O merthiolate, que ardia como o inferno e forjava o caráter, a hombridade, até o patriotismo, perdeu em anos recentes essa propriedade ardente, ou ardorosa, enfim, e temos visto os resultados disso na decadência do Ocidente. (O mercurocromo era ainda pior: meu pai arranjou uma vez e usou em mim, sádico. Ardia mais que merthiolate, mas também causava dores musculares: era a um tempo ferro em brasa, pauladas e pontapés. Não à toa, seus usuários se meteram em duas guerras mundiais.)
O Biotônico Fontoura, levemente alcoólico, era tido e havido (e também vendido) como azougue e fortificante. Talvez por ser alcoólico quiséssemos bebê-lo direto no bico, como os americanos e suas cervejas; talvez. As mães nos davam uma colherada de manhã, uma colherada e olhe lá, e, se ficássemos anêmicos (os sinais clássicos de anemia eram olheiras e bom comportamento), batiam-no no liquidificador com ovos de pata e leite condensado, fazendo uma vitamina grossa que azedava depressa, por isso era guardada na geladeira.
(O amigo Cláudio Shikida estranhou o ingrediente “ovo de pata”; não sabe onde tem à venda. Ora, eu também não sei. Mas as mães dos anos 70 sabiam, e é quanto basta. O segredo não atravessou as gerações.
A propósito, amigo Shikida: eu acho que o ornitólogo de gente é o antropólogo.
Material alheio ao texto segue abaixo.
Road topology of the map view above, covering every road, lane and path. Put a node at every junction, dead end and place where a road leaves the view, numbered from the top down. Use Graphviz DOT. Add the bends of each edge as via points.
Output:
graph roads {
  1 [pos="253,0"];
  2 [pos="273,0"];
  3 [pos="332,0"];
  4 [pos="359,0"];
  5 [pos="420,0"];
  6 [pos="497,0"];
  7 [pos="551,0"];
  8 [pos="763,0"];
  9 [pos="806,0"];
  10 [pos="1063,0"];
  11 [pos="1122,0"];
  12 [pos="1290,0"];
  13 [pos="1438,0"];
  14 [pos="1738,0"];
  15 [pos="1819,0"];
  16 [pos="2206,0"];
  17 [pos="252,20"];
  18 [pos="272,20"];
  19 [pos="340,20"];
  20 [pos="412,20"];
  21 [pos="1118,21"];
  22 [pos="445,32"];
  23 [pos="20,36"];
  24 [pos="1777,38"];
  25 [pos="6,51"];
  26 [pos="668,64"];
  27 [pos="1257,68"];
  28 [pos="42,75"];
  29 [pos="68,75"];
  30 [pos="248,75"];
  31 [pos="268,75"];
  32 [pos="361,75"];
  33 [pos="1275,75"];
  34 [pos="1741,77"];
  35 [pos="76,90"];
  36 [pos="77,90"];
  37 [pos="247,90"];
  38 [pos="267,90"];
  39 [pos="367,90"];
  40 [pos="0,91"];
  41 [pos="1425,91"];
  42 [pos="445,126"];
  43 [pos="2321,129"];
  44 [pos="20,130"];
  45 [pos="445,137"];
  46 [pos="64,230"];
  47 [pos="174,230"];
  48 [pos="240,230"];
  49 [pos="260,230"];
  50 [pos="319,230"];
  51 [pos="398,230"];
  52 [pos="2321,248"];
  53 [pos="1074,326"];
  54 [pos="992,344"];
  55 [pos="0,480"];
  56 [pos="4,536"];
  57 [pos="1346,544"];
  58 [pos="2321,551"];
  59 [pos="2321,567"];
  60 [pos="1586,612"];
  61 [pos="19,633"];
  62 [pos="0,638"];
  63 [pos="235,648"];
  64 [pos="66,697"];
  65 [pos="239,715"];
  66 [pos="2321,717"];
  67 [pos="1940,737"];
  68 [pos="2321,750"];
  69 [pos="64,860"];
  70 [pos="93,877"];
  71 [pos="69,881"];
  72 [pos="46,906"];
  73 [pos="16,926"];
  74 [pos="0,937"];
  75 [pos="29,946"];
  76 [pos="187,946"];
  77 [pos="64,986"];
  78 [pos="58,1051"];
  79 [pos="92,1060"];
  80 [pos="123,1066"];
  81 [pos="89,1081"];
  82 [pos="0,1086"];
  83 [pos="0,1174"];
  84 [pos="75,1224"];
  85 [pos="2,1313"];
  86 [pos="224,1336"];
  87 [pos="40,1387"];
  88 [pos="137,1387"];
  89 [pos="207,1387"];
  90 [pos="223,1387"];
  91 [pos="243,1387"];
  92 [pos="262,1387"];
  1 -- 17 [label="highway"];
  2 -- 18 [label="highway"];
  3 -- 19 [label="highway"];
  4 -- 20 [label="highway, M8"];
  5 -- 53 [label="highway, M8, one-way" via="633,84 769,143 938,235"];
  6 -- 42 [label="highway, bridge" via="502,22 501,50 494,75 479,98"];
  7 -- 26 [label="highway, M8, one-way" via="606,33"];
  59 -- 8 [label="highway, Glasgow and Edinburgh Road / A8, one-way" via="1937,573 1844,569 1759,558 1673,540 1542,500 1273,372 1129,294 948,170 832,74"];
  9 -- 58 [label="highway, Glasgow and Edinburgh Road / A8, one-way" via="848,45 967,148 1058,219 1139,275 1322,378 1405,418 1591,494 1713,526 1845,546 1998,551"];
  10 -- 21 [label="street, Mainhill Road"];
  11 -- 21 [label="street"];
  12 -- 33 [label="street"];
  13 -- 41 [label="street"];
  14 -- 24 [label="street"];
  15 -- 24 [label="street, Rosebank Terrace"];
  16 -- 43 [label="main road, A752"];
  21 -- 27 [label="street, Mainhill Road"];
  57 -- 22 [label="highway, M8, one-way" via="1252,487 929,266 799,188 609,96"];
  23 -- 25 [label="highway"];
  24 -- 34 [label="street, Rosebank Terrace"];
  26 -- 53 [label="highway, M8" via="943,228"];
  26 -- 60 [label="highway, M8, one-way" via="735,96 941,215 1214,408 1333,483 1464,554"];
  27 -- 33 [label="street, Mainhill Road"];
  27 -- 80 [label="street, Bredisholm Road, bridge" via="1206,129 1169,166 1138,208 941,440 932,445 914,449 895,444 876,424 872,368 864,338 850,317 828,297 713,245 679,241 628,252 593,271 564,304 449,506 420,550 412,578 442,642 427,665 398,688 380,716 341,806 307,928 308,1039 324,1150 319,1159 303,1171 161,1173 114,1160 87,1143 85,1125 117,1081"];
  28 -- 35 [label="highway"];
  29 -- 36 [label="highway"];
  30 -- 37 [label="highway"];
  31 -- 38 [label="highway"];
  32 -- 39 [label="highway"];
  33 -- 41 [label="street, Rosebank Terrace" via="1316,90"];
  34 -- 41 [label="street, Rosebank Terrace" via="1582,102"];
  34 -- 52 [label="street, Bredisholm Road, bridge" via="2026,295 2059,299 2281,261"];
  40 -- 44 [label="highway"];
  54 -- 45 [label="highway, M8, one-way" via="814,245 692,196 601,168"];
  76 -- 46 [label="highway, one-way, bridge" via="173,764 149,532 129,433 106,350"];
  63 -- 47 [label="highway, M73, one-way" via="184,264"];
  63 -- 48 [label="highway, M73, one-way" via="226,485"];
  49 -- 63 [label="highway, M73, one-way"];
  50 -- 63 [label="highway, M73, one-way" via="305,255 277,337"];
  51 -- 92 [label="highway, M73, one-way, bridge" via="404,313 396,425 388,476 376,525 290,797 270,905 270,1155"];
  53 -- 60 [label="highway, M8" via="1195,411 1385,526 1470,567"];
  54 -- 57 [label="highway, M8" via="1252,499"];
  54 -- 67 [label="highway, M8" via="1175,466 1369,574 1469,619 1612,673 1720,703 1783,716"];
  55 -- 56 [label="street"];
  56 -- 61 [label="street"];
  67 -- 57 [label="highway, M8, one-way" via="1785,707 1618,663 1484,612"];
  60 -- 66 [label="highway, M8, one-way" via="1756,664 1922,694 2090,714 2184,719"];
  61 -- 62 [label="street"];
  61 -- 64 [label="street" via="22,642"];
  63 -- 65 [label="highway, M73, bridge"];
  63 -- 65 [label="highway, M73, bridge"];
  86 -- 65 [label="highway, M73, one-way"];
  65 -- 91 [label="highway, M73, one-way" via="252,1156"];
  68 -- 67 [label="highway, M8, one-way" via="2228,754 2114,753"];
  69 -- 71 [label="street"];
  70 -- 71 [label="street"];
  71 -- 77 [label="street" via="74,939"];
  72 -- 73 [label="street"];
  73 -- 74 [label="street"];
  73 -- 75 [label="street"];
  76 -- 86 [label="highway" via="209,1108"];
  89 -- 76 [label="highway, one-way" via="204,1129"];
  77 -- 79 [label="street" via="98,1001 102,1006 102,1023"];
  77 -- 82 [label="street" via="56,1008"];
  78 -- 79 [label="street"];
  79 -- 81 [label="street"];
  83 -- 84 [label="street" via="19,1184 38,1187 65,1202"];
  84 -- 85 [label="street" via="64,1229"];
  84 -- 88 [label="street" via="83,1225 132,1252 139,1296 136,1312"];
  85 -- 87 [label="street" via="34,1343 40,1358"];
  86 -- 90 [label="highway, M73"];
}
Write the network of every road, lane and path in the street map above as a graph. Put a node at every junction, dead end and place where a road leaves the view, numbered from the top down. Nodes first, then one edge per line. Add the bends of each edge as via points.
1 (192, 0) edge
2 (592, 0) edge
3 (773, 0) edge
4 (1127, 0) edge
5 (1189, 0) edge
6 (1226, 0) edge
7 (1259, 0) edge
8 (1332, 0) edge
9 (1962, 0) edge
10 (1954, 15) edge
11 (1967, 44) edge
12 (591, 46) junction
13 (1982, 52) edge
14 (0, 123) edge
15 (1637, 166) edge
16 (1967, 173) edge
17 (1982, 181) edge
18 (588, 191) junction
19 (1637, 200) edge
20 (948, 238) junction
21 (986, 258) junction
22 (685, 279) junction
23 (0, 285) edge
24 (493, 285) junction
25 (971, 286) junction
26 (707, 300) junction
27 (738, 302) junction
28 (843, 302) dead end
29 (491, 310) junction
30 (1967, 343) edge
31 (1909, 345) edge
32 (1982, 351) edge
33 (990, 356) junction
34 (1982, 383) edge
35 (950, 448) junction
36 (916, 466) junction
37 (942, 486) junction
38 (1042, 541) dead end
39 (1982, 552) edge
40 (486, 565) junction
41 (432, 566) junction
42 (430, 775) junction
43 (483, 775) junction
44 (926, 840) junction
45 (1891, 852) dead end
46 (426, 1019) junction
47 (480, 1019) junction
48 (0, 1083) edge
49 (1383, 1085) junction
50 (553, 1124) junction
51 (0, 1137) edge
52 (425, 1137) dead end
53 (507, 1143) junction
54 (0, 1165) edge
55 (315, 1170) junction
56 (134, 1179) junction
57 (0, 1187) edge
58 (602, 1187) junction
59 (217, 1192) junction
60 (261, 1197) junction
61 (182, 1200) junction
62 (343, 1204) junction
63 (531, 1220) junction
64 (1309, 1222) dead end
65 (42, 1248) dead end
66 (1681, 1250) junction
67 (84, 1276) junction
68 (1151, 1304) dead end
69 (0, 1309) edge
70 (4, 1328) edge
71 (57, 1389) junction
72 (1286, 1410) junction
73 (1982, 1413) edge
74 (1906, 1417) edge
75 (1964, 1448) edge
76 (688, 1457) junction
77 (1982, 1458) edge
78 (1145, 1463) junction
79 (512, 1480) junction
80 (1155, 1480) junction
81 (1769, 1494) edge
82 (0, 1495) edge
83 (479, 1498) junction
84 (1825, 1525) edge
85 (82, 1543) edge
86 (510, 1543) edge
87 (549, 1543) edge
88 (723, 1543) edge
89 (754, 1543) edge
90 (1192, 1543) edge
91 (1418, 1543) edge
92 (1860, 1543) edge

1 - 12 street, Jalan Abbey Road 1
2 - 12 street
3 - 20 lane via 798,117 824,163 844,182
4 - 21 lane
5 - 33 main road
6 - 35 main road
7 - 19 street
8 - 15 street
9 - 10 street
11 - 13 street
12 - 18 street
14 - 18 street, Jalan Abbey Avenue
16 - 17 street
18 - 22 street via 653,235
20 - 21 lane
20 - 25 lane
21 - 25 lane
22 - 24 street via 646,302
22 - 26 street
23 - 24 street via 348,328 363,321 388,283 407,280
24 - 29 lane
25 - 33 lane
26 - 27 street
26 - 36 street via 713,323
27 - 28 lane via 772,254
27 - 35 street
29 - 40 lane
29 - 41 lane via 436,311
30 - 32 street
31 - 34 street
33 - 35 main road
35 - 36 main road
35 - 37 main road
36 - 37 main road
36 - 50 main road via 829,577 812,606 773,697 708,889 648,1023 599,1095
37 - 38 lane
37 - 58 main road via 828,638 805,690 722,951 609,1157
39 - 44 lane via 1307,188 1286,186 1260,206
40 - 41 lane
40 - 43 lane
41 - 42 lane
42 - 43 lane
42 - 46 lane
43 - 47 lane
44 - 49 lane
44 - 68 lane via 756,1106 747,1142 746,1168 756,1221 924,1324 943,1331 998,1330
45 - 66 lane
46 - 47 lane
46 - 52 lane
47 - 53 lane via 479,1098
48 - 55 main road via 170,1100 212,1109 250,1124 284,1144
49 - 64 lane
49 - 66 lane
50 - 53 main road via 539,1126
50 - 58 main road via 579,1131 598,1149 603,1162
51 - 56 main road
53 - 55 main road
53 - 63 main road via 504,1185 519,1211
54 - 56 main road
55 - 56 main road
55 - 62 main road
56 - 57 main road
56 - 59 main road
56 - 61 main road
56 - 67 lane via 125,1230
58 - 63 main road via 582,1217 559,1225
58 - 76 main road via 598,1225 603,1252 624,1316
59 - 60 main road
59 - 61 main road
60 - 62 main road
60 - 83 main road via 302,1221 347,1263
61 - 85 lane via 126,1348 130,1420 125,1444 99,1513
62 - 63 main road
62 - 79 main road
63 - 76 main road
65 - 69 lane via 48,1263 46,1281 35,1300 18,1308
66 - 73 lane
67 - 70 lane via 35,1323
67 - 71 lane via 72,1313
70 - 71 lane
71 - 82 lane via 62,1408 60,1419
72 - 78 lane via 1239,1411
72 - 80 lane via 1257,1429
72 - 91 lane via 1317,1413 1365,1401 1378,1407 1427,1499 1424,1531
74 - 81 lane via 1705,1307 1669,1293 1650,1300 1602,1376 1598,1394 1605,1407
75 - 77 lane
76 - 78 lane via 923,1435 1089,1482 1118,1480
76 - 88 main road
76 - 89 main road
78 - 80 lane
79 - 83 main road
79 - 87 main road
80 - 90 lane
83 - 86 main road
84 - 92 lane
Se for, estamos pior do que os passarinhos, porque os antropólogos enchem o nosso saco muito mais do que os ornitólogos amolam a passarada.)
Por fim, havia o leite de magnésia, cujos usos e propósitos eram mais universais. Minha mãe o usava para tudo: nas queimaduras (de praia, de fogão) e nas assaduras (menino de coxas gordas), nos desarranjos da barriga e nas suas securas, sobre as brotoejas e, conforme dia e farmácia caseira desfalcada, até tentando a sorte com a febre. Tinha gosto e consistência de gesso líquido, e era sempre frio, fresco, mesmo no pior do verão. Com o amaciamento geral da civilização ocidental, resolveram lhe dar sabor de hortelã. Ficou com gosto de gesso com hortelã.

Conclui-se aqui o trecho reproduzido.